When the deadline for roommate sign-ups came and I told her I wasn’t going to Queen’s anymore, the relief on her face was palpable. That is, until I said I’d be moving to Kingston, so we’d probably see each other. She promised we’d still text and that we’d meet for coffee once she got on campus.
Neither of those things ever happened.
Ms. Hanes recovers enough to say, “Well, I guess you girls will see each other around, then.”
“We won’t.” It’s the quiet part out loud, which makes both Rachel and her mom shift their gazes around the space. Like something will jump out and save them from the conversation.
My former bestie tugs on her mom’s sleeve. “Let’s check out the hoodies.”
Ms. Hanes gives me a small wave and pained smile as she and her daughter retreat. They don’t even wait to get out of earshot before Rachel says, “Why would you go up to her? We haven’t talked in months.”
Her mom starts to say something about grief and kindness, which I take as my cue to go into the basement, whose bookshelves are organized by subject. I do my best to push the entire interaction out of my mind.
I walk to the psychology section and fumble with my phone, trying to find the books I’m supposed to get.
Henry via Margot gave me a credit card to use for them and other school supplies, noting that statements would be checked, and it would be taken away if abused.
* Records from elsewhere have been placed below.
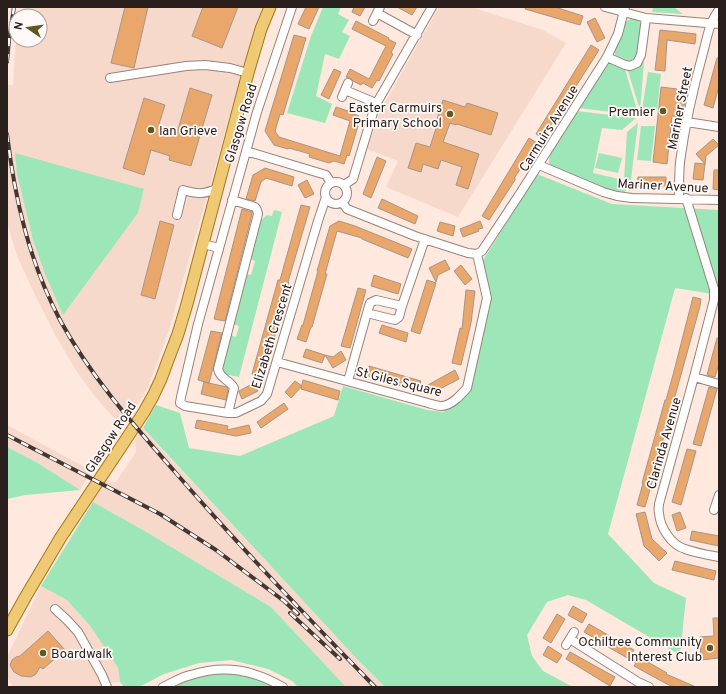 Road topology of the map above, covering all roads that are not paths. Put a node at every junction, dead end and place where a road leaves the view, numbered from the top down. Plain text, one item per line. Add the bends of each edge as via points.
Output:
1 (270, 7) edge
2 (292, 7) edge
3 (432, 7) edge
4 (606, 7) edge
5 (625, 9) edge
6 (719, 10) edge
7 (376, 14) edge
8 (646, 18) junction
9 (715, 24) edge
10 (417, 35) junction
11 (607, 57) junction
12 (248, 73) junction
13 (110, 78) dead end
14 (345, 90) dead end
15 (376, 103) junction
16 (687, 122) junction
17 (719, 127) edge
18 (246, 151) junction
19 (539, 165) junction
20 (331, 183) junction
21 (344, 185) junction
22 (218, 188) junction
23 (326, 197) junction
24 (682, 198) junction
25 (232, 200) junction
26 (719, 200) edge
27 (342, 202) junction
28 (177, 215) dead end
29 (424, 239) junction
30 (203, 244) junction
31 (219, 248) junction
32 (477, 254) junction
33 (716, 300) edge
34 (402, 306) junction
35 (367, 313) junction
36 (277, 362) junction
37 (694, 377) junction
38 (348, 381) junction
39 (719, 384) edge
40 (180, 403) joint
41 (228, 413) junction
42 (719, 494) edge
43 (714, 510) dead end
44 (719, 557) edge
45 (54, 609) dead end
46 (7, 630) edge
47 (570, 639) dead end
48 (636, 684) edge
49 (107, 687) edge
50 (163, 687) edge
51 (283, 687) edge
52 (649, 687) edge

1 - 12 main road, Glasgow Road
2 - 18 street, Glasgow Road
3 - 10 street
4 - 5 street
5 - 8 street
5 - 11 street, Carmuirs Avenue via 618,34
6 - 9 street, Mariner Street
7 - 10 street
8 - 9 street
8 - 11 street via 641,55 637,63 630,66
9 - 16 street, Mariner Street via 697,76
10 - 15 street
11 - 19 street, Carmuirs Avenue
12 - 13 street via 230,68 199,65
12 - 22 main road, Glasgow Road
14 - 15 street
15 - 21 street via 353,179
16 - 17 street
16 - 24 street, Mariner Street via 680,163
18 - 20 street via 326,175
18 - 25 street, Glasgow Road
19 - 24 street, Mariner Avenue via 617,196
19 - 32 street, Carmuirs Avenue via 482,251
20 - 21 street via 338,182
20 - 23 street via 327,188
21 - 27 street via 347,192
22 - 28 street via 198,194 183,190
22 - 30 main road, Glasgow Road
23 - 27 street via 332,202
23 - 36 street, Elizabeth Crescent
24 - 26 street, Mariner Avenue
24 - 33 street, Mariner Street
25 - 31 street, Glasgow Road
25 - 41 street via 255,206 258,214 218,370 221,377 234,388
27 - 29 street via 348,209
29 - 32 street
29 - 34 street
30 - 31 street
30 - 46 main road, Glasgow Road via 178,334 153,396 61,538
31 - 40 street, Glasgow Road
32 - 38 street, St Giles Square via 487,298 467,388 460,396 442,406
33 - 37 street, Clarinda Avenue
34 - 35 street via 376,300 370,303
34 - 35 street via 396,320
35 - 38 street
36 - 38 street, St Giles Square
36 - 41 street, Elizabeth Crescent via 267,394 261,401 236,413
37 - 39 street
37 - 44 street, Clarinda Avenue via 659,504 659,514 666,534 676,545
40 - 41 street, Elizabeth Crescent
42 - 43 street
45 - 49 street via 78,632
47 - 48 street
48 - 52 street
50 - 51 street via 190,675 224,670 257,674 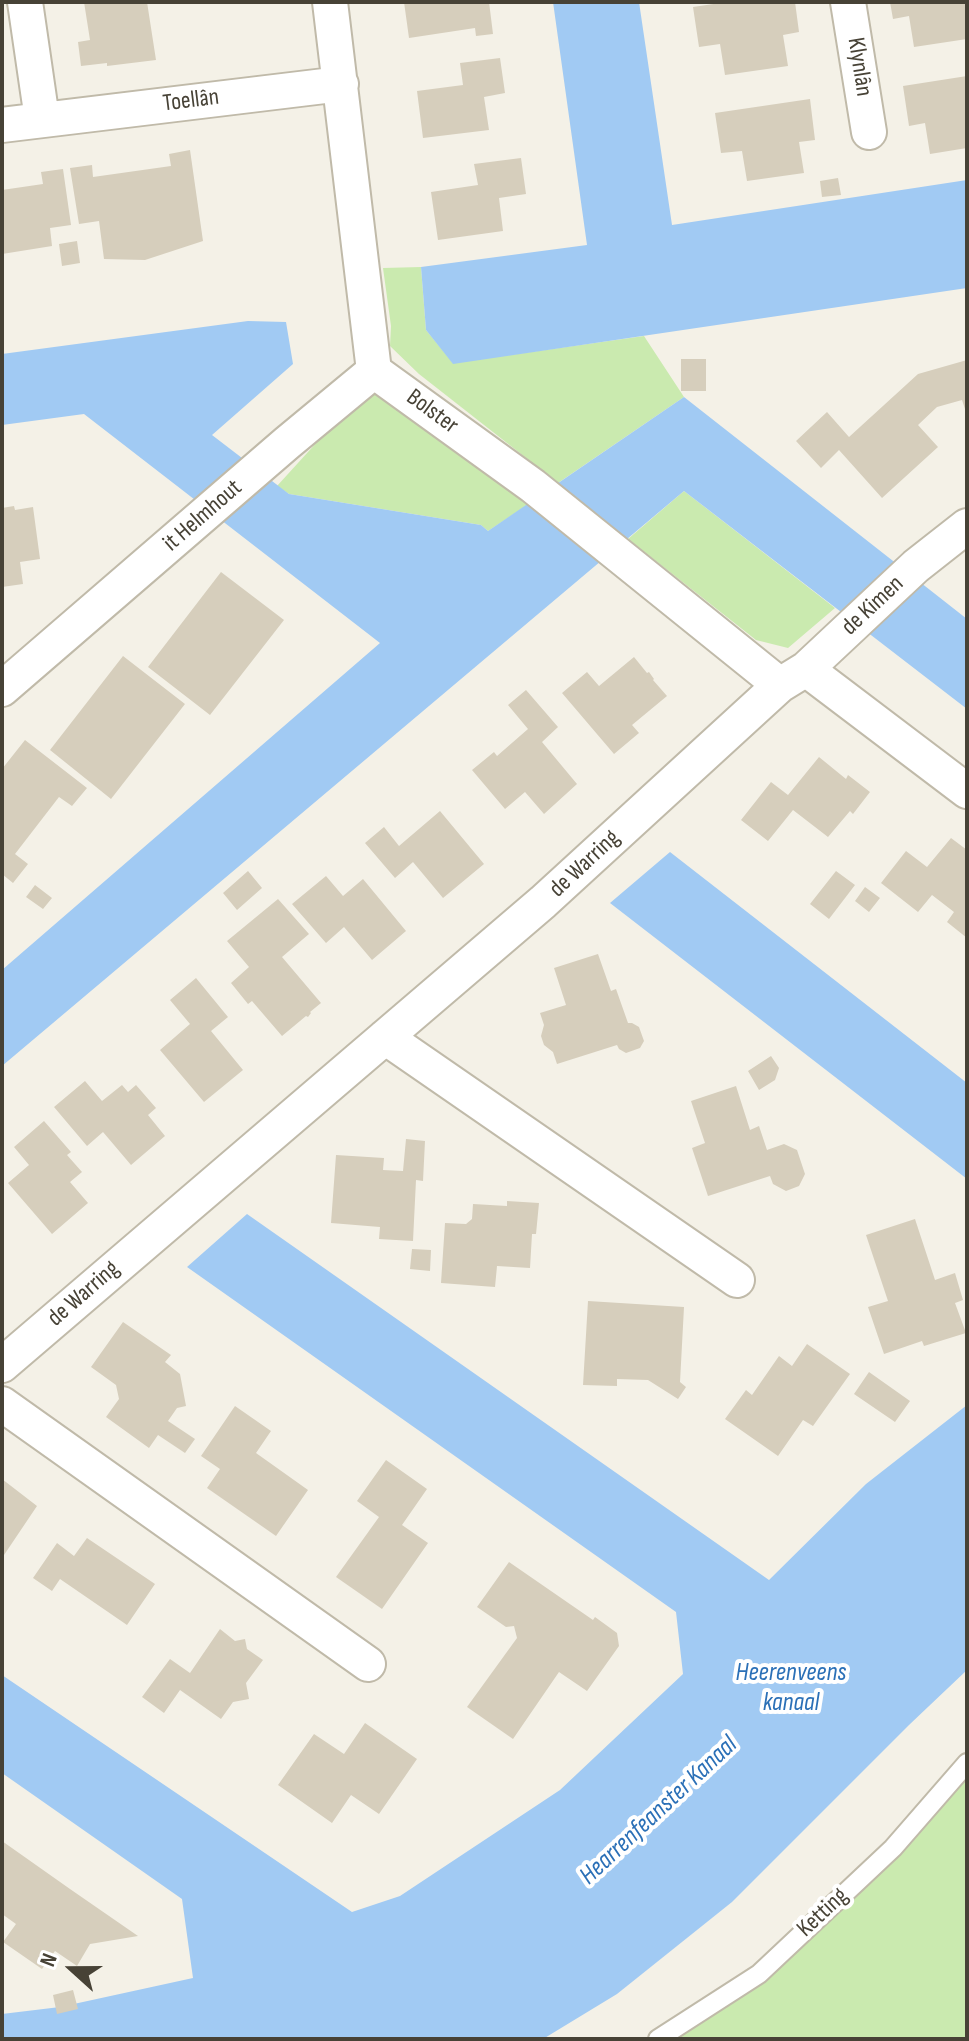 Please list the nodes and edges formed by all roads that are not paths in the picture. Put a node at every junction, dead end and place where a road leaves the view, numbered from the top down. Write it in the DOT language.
graph roads {
  1 [pos="25,2"];
  2 [pos="330,2"];
  3 [pos="848,2"];
  4 [pos="341,84"];
  5 [pos="42,119"];
  6 [pos="2,125"];
  7 [pos="869,132"];
  8 [pos="374,371"];
  9 [pos="967,526"];
  10 [pos="17,661"];
  11 [pos="793,677"];
  12 [pos="2,689"];
  13 [pos="967,791"];
  14 [pos="385,1037"];
  15 [pos="737,1280"];
  16 [pos="2,1365"];
  17 [pos="2,1404"];
  18 [pos="368,1664"];
  19 [pos="967,1763"];
  20 [pos="658,2039"];
  1 -- 5 [label="street"];
  2 -- 4 [label="street"];
  3 -- 7 [label="street, Klynlân"];
  4 -- 5 [label="street, Toellân"];
  4 -- 8 [label="street"];
  5 -- 6 [label="street, Toellân"];
  8 -- 10 [label="street, it Helmhout"];
  8 -- 11 [label="street, Bolster"];
  9 -- 11 [label="street, de Kimen"];
  10 -- 12 [label="street, it Helmhout"];
  11 -- 13 [label="street"];
  11 -- 14 [label="street, de Warring"];
  14 -- 15 [label="street"];
  14 -- 16 [label="street, de Warring"];
  17 -- 18 [label="street"];
  19 -- 20 [label="lane, Ketting"];
}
This would have been my wet dream early last year.
Going to Queen’s with everything paid for and involved with a group that held real-life influence, even if they were also cultlike.
Not because I wanted those things but because it was what I knew everyone would want for me. What they would be impressed by.
Jules should be here, and I shouldn’t.
“And here I thought you weren’t a student,” says a feminine voice.
I turn to a girl who I vaguely recognize.
She has her hair styled in passion twists piled on top of her head and she has a gold nose ring.
She catches me trying to place her and says, “I’m Riley.
Part of the Queen’s Black Student Society.
You work at the Tim’s in the ARC, right?
But I distinctly remember you saying that you didn’t go here. ”
Right. Her. “Well, now I do.” I don’t owe this random girl updates on my life.
She smiles and hands me a flyer. “Great. Well, we’re having a freshman mixer soon, and we’d love for you to come. There will be food and drinks, nonalcoholic obviously. You can meet some people and get to know what we’re about.”
I take the flyer in the hopes that maybe this will get her to leave me alone.
“Psychology, that’s what you’re majoring in?” she asks.